Placide Mandona - Foi et culture traditionnelle ou religions traditionnelles africaines, est-ce possible ?
Armel Duteil - C’est sûr que si je suis chrétien, je respecte mes ancêtres, mais que mon seul Sauveur c’est Jésus-Christ. Je respecte la religion traditionnelle, parce que c’est un moyen d’aller vers Dieu. Mais maintenant nous sommes dans la Nouvelle Alliance. Et le sacrifice qui nous sauve, ce ne sont pas les sacrifices traditionnels mais le sacrifice de Jésus-Christ.

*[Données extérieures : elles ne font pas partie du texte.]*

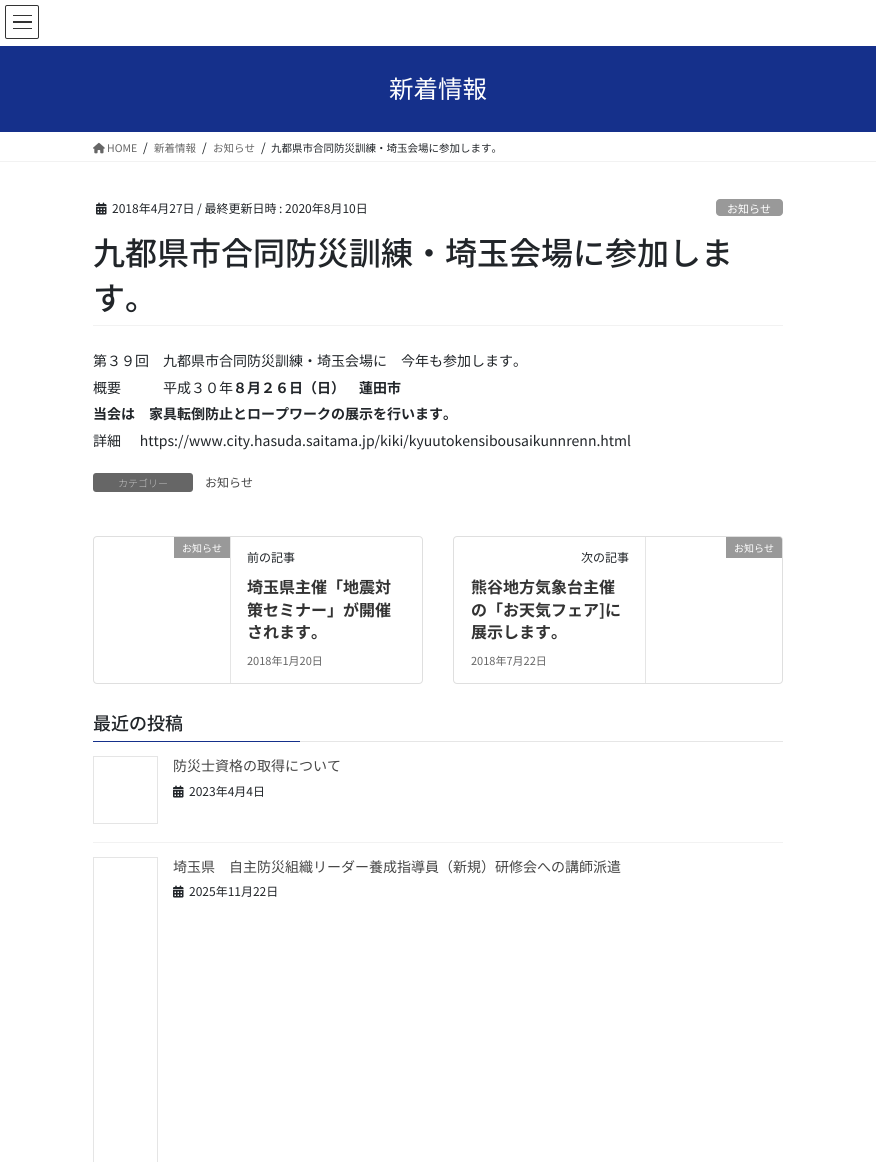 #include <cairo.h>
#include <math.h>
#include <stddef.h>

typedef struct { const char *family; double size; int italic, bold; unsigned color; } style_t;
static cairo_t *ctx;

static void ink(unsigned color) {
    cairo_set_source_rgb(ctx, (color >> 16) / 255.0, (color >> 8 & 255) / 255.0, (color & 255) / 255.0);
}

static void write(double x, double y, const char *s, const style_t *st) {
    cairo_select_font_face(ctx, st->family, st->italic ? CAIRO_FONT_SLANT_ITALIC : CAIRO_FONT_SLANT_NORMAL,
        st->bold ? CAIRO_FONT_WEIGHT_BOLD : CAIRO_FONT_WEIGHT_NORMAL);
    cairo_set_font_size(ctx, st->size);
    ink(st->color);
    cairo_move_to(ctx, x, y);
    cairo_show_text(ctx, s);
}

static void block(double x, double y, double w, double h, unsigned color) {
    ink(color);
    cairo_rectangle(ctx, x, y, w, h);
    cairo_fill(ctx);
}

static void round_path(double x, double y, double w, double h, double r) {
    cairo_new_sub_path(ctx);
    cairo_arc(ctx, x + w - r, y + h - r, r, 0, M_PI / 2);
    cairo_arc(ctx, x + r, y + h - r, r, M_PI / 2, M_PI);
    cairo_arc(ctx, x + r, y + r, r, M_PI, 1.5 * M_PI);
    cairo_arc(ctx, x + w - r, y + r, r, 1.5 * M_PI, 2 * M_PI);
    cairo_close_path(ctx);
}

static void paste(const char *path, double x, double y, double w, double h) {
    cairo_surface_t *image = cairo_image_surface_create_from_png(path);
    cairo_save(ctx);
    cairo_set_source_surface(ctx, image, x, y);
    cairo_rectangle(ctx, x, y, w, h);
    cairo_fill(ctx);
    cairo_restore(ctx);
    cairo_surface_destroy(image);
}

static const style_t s1 = {"Noto Sans JP", 24.5, 0, 0, 0xffffff};
static const style_t s2 = {"Noto Sans JP", 10.5, 0, 0, 0x666666};
static const style_t s3 = {"Noto Sans JP", 12, 0, 0, 0x212529};
static const style_t s4 = {"Noto Sans JP", 10.5, 0, 0, 0x212529};
static const style_t s5 = {"Noto Sans JP", 11, 0, 0, 0xffffff};
static const style_t s6 = {"Noto Sans JP Medium", 32, 0, 0, 0x212529};
static const style_t s7 = {"Noto Sans JP", 14, 0, 0, 0x212529};
static const style_t s8 = {"Noto Sans JP", 14, 0, 1, 0x212529};
static const style_t s9 = {"Noto Sans JP Thin", 10, 0, 0, 0xffffff};
static const style_t s10 = {"Noto Sans JP", 12, 0, 0, 0x464646};
static const style_t s11 = {"Noto Sans JP", 10, 0, 0, 0xffffff};
static const style_t s12 = {"Noto Sans JP", 16, 0, 1, 0x333333};
static const style_t s13 = {"Noto Sans JP", 11, 0, 0, 0x666666};
static const style_t s14 = {"Noto Sans JP Medium", 18, 0, 0, 0x212529};
static const style_t s15 = {"Noto Sans JP", 14, 0, 0, 0x464646};

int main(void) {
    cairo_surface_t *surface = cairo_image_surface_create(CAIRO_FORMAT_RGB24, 876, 1162);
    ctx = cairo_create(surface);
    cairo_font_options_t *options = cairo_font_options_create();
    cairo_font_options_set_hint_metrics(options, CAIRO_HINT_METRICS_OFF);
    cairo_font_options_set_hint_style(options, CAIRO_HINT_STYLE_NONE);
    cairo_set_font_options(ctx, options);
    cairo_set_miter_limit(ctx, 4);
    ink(0xffffff);
    cairo_paint(ctx);
    block(13, 15, 19, 1, 0x333333);
    block(13, 21, 19, 2, 0x333333);
    block(13, 28, 19, 1, 0x333333);
    round_path(5.5, 5.5, 33, 33, 1.5);
    cairo_set_line_width(ctx, 1);
    cairo_stroke(ctx);
    block(0, 46, 876, 86, 0x15308b);
    write(389, 98, "新着情報", &s1);
    block(0, 161, 876, 1, 0xf2f2f2);
    paste("pic1.png", 93, 142, 12, 12);
    write(107, 152, "HOME", &s2);
    write(143, 152, "/", &s3);
    write(154, 152, "新着情報", &s2);
    write(202, 152, "/", &s3);
    write(213, 152, "お知らせ", &s2);
    write(261, 152, "/", &s3);
    write(271, 152, "九都県市合同防災訓練・埼玉会場に参加します。", &s4);
    block(93, 325, 690, 1, 0xf2f2f2);
    paste("pic2.png", 96, 202, 11, 13);
    write(112, 213, "2018年4月27日", &s3);
    write(197, 213, "/ 最終更新日時 : 2020年8月10日", &s3);
    ink(0x999999);
    round_path(716, 199, 67, 17, 4);
    cairo_fill(ctx);
    write(727, 213, "お知らせ", &s5);
    write(93, 265, "九都県市合同防災訓練・埼玉会場に参加しま", &s6);
    write(93, 310, "す。", &s6);
    write(93, 366, "第３９回　九都県市合同防災訓練・埼玉会場に　今年も参加します。", &s7);
    write(93, 393, "概要　　　平成３０年", &s7);
    write(233, 393, "８月２６日（日）", &s8);
    write(359, 393, "蓮田市", &s8);
    write(93, 419, "当会は　家具転倒防止とロープワークの展示を行います。", &s8);
    write(93, 446, "詳細      https://www.city.hasuda.saitama.jp/kiki/kyuutokensibousaikunnrenn.html", &s7);
    ink(0x666666);
    round_path(93, 473, 100, 19, 3);
    cairo_fill(ctx);
    write(118, 487, "カテゴリー", &s9);
    write(205, 487, "お知らせ", &s10);
    round_path(93.5, 536.5, 329, 147, 3.5);
    ink(0xdfdfdf);
    cairo_stroke(ctx);
    block(230, 537, 1, 146, 0xe5e5e5);
    block(174, 537, 56, 21, 0x999999);
    write(182, 552, "お知らせ", &s11);
    write(247, 562, "前の記事", &s3);
    write(247, 593, "埼玉県主催「地震対", &s12);
    write(247, 616, "策セミナー」が開催", &s12);
    write(247, 638, "されます。", &s12);
    write(247, 665, "2018年1月20日", &s13);
    round_path(453.5, 536.5, 329, 147, 3.5);
    ink(0xdfdfdf);
    cairo_stroke(ctx);
    block(645, 537, 1, 146, 0xe5e5e5);
    ink(0x999999);
    cairo_new_path(ctx);
    cairo_move_to(ctx, 726, 537);
    cairo_line_to(ctx, 779.5, 537);
    cairo_curve_to(ctx, 781, 537, 782, 538, 782, 539.5);
    cairo_line_to(ctx, 782, 558);
    cairo_line_to(ctx, 726, 558);
    cairo_close_path(ctx);
    cairo_fill(ctx);
    write(734, 552, "お知らせ", &s11);
    write(581, 562, "次の記事", &s3);
    write(471, 593, "熊谷地方気象台主催", &s12);
    write(471, 616, "の「お天気フェア]に", &s12);
    write(471, 638, "展示します。", &s12);
    write(471, 665, "2018年7月22日", &s13);
    block(300, 741, 483, 1, 0xe6e6e6);
    write(93, 730, "最近の投稿", &s14);
    block(93, 741, 207, 1, 0x15308b);
    block(93, 842, 690, 1, 0xf2f2f2);
    cairo_rectangle(ctx, 93.5, 756.5, 64, 67);
    ink(0xe5e5e5);
    cairo_stroke(ctx);
    write(173, 771, "防災士資格の取得について", &s15);
    paste("pic2.png", 173, 785, 11, 13);
    write(189, 796, "2023年4月4日", &s3);
    cairo_rectangle(ctx, 93.5, 857.5, 64, 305);
    ink(0xe5e5e5);
    cairo_stroke(ctx);
    write(173, 872, "埼玉県　自主防災組織リーダー養成指導員（新規）研修会への講師派遣", &s15);
    paste("pic2.png", 173, 885, 11, 13);
    write(189, 896, "2025年11月22日", &s3);
    cairo_surface_write_to_png(surface, "screenshot.png");
    cairo_font_options_destroy(options);
    cairo_destroy(ctx);
    cairo_surface_destroy(surface);
    return 0;
}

Mais cela ne m’empêche pas de vivre ma foi dans ma culture bretonne des gens des îles, transformée et enrichie par mes partages avec les différentes cultures africaines, dans lesquelles j’ai eu la grâce de vivre. Et j’essaie d’aider les chrétiens dont j’ai la responsabilité à vivre leur foi enracinée dans leur culture traditionnelle, mais ouverte aux autres cultures et d’une façon dynamique adaptée au monde actuel.
Placide Mandona - Qu’y a –il de meilleur en Dieu ?
Armel Duteil - Ce qu’il y a de meilleur en Dieu, c’est qu’il est Dieu ! C’est son amour total et inconditionnel. Et cet amour Il nous l’a fait connaître par sa Parole aux prophètes d’abord, et totalement dans son Fils Jésus ensuite (Hébreux 1,1). Et cet amour nous le recevonsen particulier par les sacrements dans l’Eglise.
Placide Mandona - Comment vivez-vous la transmission de la parole de Dieu en Afrique et spécialement à Pikine ?
Armel Duteil - Je ne peux pas parler de la transmission de le Parole de Dieu en Afrique en général, bien qu’ayant travaillé dans plusieurs pays africains. Simplement, j’ai toujours cherché à la transmettre dans la langue locale. Ce qui m’a amené à apprendre plusieurs langues africaines. Pour cela, j’ai tenu à recevoir dès le début de mon sacerdoce une formation en linguistique africaine. Au Congo nous avons souvent transmis la Parole de Dieu par les contes et les proverbes traditionnels. Et aussi par les chants dans les scholas populaires : pas seulement à la messe, mais dans l’animation des cérémonies traditionnelles de naissance, de mariage, de décès et de levées de deuil, etc….Et ces chants étaient chantés au travail, à la maison et sur la route ce qui a été un grand moyen de transmission de la Parole de Dieu. Nous avions des gens habitués à improviser des chants,et qui composaient des chants sur l’Evangile de chaque dimanche. Il est sûr que la transmission de la Parole de Dieu est plus facile en secteur rural où généralement tous les gens parlent la même langue et partagent la même culture.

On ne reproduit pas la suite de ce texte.